Problem statement
Extract all of the entries and set them down verbatim.

Data shown
Content starts

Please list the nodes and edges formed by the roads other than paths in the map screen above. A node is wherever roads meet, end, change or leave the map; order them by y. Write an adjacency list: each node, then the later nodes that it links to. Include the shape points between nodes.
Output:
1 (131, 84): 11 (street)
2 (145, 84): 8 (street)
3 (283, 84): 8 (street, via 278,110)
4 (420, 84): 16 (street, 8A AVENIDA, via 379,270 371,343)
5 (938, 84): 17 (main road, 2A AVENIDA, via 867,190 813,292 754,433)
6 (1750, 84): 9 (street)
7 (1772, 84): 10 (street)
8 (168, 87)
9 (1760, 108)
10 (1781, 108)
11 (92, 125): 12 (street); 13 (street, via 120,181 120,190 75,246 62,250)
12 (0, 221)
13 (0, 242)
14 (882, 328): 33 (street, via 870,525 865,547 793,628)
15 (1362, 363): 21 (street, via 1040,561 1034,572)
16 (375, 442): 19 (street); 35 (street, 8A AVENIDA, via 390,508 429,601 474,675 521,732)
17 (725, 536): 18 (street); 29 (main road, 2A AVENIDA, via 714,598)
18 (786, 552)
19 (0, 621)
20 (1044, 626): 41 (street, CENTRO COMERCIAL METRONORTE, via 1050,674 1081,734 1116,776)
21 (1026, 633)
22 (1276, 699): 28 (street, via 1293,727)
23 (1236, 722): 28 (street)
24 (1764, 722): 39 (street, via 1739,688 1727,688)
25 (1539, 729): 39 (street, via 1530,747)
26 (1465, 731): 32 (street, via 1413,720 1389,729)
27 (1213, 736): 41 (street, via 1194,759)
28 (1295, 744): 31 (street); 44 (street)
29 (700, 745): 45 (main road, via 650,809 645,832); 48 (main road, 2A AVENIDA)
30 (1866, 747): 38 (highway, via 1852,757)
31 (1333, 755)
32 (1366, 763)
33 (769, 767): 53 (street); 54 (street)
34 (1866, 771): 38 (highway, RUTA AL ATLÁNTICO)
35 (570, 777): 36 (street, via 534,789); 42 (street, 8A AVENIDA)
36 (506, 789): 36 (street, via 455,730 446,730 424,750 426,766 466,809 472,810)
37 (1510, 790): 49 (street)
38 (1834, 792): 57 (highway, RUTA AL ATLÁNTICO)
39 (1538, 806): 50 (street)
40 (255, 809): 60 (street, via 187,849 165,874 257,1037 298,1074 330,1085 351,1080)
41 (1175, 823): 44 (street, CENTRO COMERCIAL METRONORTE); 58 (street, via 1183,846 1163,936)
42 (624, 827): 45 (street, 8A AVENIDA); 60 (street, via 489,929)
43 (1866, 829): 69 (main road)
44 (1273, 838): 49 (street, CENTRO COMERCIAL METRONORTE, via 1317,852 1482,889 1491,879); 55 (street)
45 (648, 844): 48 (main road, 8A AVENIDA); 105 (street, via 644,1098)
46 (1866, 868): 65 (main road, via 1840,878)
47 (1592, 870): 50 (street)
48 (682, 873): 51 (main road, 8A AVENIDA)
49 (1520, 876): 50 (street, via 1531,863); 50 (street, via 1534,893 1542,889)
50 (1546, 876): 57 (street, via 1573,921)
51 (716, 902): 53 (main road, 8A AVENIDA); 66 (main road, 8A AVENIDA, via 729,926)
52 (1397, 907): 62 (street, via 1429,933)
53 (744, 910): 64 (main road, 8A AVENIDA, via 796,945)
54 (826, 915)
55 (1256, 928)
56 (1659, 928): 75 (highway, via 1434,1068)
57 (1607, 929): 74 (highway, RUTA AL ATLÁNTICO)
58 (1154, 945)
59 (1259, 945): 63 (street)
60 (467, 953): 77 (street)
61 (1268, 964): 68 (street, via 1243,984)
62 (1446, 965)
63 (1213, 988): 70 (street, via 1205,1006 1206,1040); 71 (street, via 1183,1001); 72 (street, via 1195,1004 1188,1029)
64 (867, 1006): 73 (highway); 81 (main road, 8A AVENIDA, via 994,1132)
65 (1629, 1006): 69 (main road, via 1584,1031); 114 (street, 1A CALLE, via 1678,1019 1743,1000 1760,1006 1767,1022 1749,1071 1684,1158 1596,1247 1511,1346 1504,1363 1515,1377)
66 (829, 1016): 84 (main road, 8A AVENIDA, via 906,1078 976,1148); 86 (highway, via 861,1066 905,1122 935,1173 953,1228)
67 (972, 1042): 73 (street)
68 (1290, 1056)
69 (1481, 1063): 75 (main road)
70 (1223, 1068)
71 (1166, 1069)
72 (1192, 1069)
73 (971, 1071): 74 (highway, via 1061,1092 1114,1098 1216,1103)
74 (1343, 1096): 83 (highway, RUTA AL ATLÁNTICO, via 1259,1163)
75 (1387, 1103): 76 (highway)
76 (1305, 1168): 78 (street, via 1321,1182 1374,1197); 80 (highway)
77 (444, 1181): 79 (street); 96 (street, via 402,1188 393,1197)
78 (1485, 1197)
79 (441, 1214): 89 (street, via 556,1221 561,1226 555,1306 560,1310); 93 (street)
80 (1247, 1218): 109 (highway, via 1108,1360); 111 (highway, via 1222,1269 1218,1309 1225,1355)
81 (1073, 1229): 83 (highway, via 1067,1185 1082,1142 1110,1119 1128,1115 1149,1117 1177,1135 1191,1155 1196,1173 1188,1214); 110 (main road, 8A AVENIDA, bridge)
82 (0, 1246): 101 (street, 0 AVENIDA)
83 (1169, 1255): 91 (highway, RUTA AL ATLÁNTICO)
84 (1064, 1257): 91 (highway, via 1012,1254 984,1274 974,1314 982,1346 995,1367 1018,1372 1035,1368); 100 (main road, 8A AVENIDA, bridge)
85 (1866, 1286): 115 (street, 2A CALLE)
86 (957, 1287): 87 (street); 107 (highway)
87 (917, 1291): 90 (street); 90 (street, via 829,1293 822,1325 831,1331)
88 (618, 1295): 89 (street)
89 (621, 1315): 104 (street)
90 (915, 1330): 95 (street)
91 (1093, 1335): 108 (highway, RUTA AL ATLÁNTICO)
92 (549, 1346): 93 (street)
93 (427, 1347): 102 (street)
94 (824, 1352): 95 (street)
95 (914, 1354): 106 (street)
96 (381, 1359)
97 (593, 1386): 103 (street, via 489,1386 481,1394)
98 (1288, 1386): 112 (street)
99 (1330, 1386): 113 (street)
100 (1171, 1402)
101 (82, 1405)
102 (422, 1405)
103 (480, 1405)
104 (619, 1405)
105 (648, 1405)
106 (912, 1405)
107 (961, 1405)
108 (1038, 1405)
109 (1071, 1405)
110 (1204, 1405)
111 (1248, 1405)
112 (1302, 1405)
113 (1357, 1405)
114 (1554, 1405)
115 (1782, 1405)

Content ends

Exercise response
Please list the nodes and edges formed by the roads other than paths in the map screen above. A node is wherever roads meet, end, change or leave the map; order them by y. Write an adjacency list: each node, then the later nodes that it links to. Include the shape points between nodes.
Output:
1 (131, 84): 11 (street)
2 (145, 84): 8 (street)
3 (283, 84): 8 (street, via 278,110)
4 (420, 84): 16 (street, 8A AVENIDA, via 379,270 371,343)
5 (938, 84): 17 (main road, 2A AVENIDA, via 867,190 813,292 754,433)
6 (1750, 84): 9 (street)
7 (1772, 84): 10 (street)
8 (168, 87)
9 (1760, 108)
10 (1781, 108)
11 (92, 125): 12 (street); 13 (street, via 120,181 120,190 75,246 62,250)
12 (0, 221)
13 (0, 242)
14 (882, 328): 33 (street, via 870,525 865,547 793,628)
15 (1362, 363): 21 (street, via 1040,561 1034,572)
16 (375, 442): 19 (street); 35 (street, 8A AVENIDA, via 390,508 429,601 474,675 521,732)
17 (725, 536): 18 (street); 29 (main road, 2A AVENIDA, via 714,598)
18 (786, 552)
19 (0, 621)
20 (1044, 626): 41 (street, CENTRO COMERCIAL METRONORTE, via 1050,674 1081,734 1116,776)
21 (1026, 633)
22 (1276, 699): 28 (street, via 1293,727)
23 (1236, 722): 28 (street)
24 (1764, 722): 39 (street, via 1739,688 1727,688)
25 (1539, 729): 39 (street, via 1530,747)
26 (1465, 731): 32 (street, via 1413,720 1389,729)
27 (1213, 736): 41 (street, via 1194,759)
28 (1295, 744): 31 (street); 44 (street)
29 (700, 745): 45 (main road, via 650,809 645,832); 48 (main road, 2A AVENIDA)
30 (1866, 747): 38 (highway, via 1852,757)
31 (1333, 755)
32 (1366, 763)
33 (769, 767): 53 (street); 54 (street)
34 (1866, 771): 38 (highway, RUTA AL ATLÁNTICO)
35 (570, 777): 36 (street, via 534,789); 42 (street, 8A AVENIDA)
36 (506, 789): 36 (street, via 455,730 446,730 424,750 426,766 466,809 472,810)
37 (1510, 790): 49 (street)
38 (1834, 792): 57 (highway, RUTA AL ATLÁNTICO)
39 (1538, 806): 50 (street)
40 (255, 809): 60 (street, via 187,849 165,874 257,1037 298,1074 330,1085 351,1080)
41 (1175, 823): 44 (street, CENTRO COMERCIAL METRONORTE); 58 (street, via 1183,846 1163,936)
42 (624, 827): 45 (street, 8A AVENIDA); 60 (street, via 489,929)
43 (1866, 829): 69 (main road)
44 (1273, 838): 49 (street, CENTRO COMERCIAL METRONORTE, via 1317,852 1482,889 1491,879); 55 (street)
45 (648, 844): 48 (main road, 8A AVENIDA); 105 (street, via 644,1098)
46 (1866, 868): 65 (main road, via 1840,878)
47 (1592, 870): 50 (street)
48 (682, 873): 51 (main road, 8A AVENIDA)
49 (1520, 876): 50 (street, via 1531,863); 50 (street, via 1534,893 1542,889)
50 (1546, 876): 57 (street, via 1573,921)
51 (716, 902): 53 (main road, 8A AVENIDA); 66 (main road, 8A AVENIDA, via 729,926)
52 (1397, 907): 62 (street, via 1429,933)
53 (744, 910): 64 (main road, 8A AVENIDA, via 796,945)
54 (826, 915)
55 (1256, 928)
56 (1659, 928): 75 (highway, via 1434,1068)
57 (1607, 929): 74 (highway, RUTA AL ATLÁNTICO)
58 (1154, 945)
59 (1259, 945): 63 (street)
60 (467, 953): 77 (street)
61 (1268, 964): 68 (street, via 1243,984)
62 (1446, 965)
63 (1213, 988): 70 (street, via 1205,1006 1206,1040); 71 (street, via 1183,1001); 72 (street, via 1195,1004 1188,1029)
64 (867, 1006): 73 (highway); 81 (main road, 8A AVENIDA, via 994,1132)
65 (1629, 1006): 69 (main road, via 1584,1031); 114 (street, 1A CALLE, via 1678,1019 1743,1000 1760,1006 1767,1022 1749,1071 1684,1158 1596,1247 1511,1346 1504,1363 1515,1377)
66 (829, 1016): 84 (main road, 8A AVENIDA, via 906,1078 976,1148); 86 (highway, via 861,1066 905,1122 935,1173 953,1228)
67 (972, 1042): 73 (street)
68 (1290, 1056)
69 (1481, 1063): 75 (main road)
70 (1223, 1068)
71 (1166, 1069)
72 (1192, 1069)
73 (971, 1071): 74 (highway, via 1061,1092 1114,1098 1216,1103)
74 (1343, 1096): 83 (highway, RUTA AL ATLÁNTICO, via 1259,1163)
75 (1387, 1103): 76 (highway)
76 (1305, 1168): 78 (street, via 1321,1182 1374,1197); 80 (highway)
77 (444, 1181): 79 (street); 96 (street, via 402,1188 393,1197)
78 (1485, 1197)
79 (441, 1214): 89 (street, via 556,1221 561,1226 555,1306 560,1310); 93 (street)
80 (1247, 1218): 109 (highway, via 1108,1360); 111 (highway, via 1222,1269 1218,1309 1225,1355)
81 (1073, 1229): 83 (highway, via 1067,1185 1082,1142 1110,1119 1128,1115 1149,1117 1177,1135 1191,1155 1196,1173 1188,1214); 110 (main road, 8A AVENIDA, bridge)
82 (0, 1246): 101 (street, 0 AVENIDA)
83 (1169, 1255): 91 (highway, RUTA AL ATLÁNTICO)
84 (1064, 1257): 91 (highway, via 1012,1254 984,1274 974,1314 982,1346 995,1367 1018,1372 1035,1368); 100 (main road, 8A AVENIDA, bridge)
85 (1866, 1286): 115 (street, 2A CALLE)
86 (957, 1287): 87 (street); 107 (highway)
87 (917, 1291): 90 (street); 90 (street, via 829,1293 822,1325 831,1331)
88 (618, 1295): 89 (street)
89 (621, 1315): 104 (street)
90 (915, 1330): 95 (street)
91 (1093, 1335): 108 (highway, RUTA AL ATLÁNTICO)
92 (549, 1346): 93 (street)
93 (427, 1347): 102 (street)
94 (824, 1352): 95 (street)
95 (914, 1354): 106 (street)
96 (381, 1359)
97 (593, 1386): 103 (street, via 489,1386 481,1394)
98 (1288, 1386): 112 (street)
99 (1330, 1386): 113 (street)
100 (1171, 1402)
101 (82, 1405)
102 (422, 1405)
103 (480, 1405)
104 (619, 1405)
105 (648, 1405)
106 (912, 1405)
107 (961, 1405)
108 (1038, 1405)
109 (1071, 1405)
110 (1204, 1405)
111 (1248, 1405)
112 (1302, 1405)
113 (1357, 1405)
114 (1554, 1405)
115 (1782, 1405)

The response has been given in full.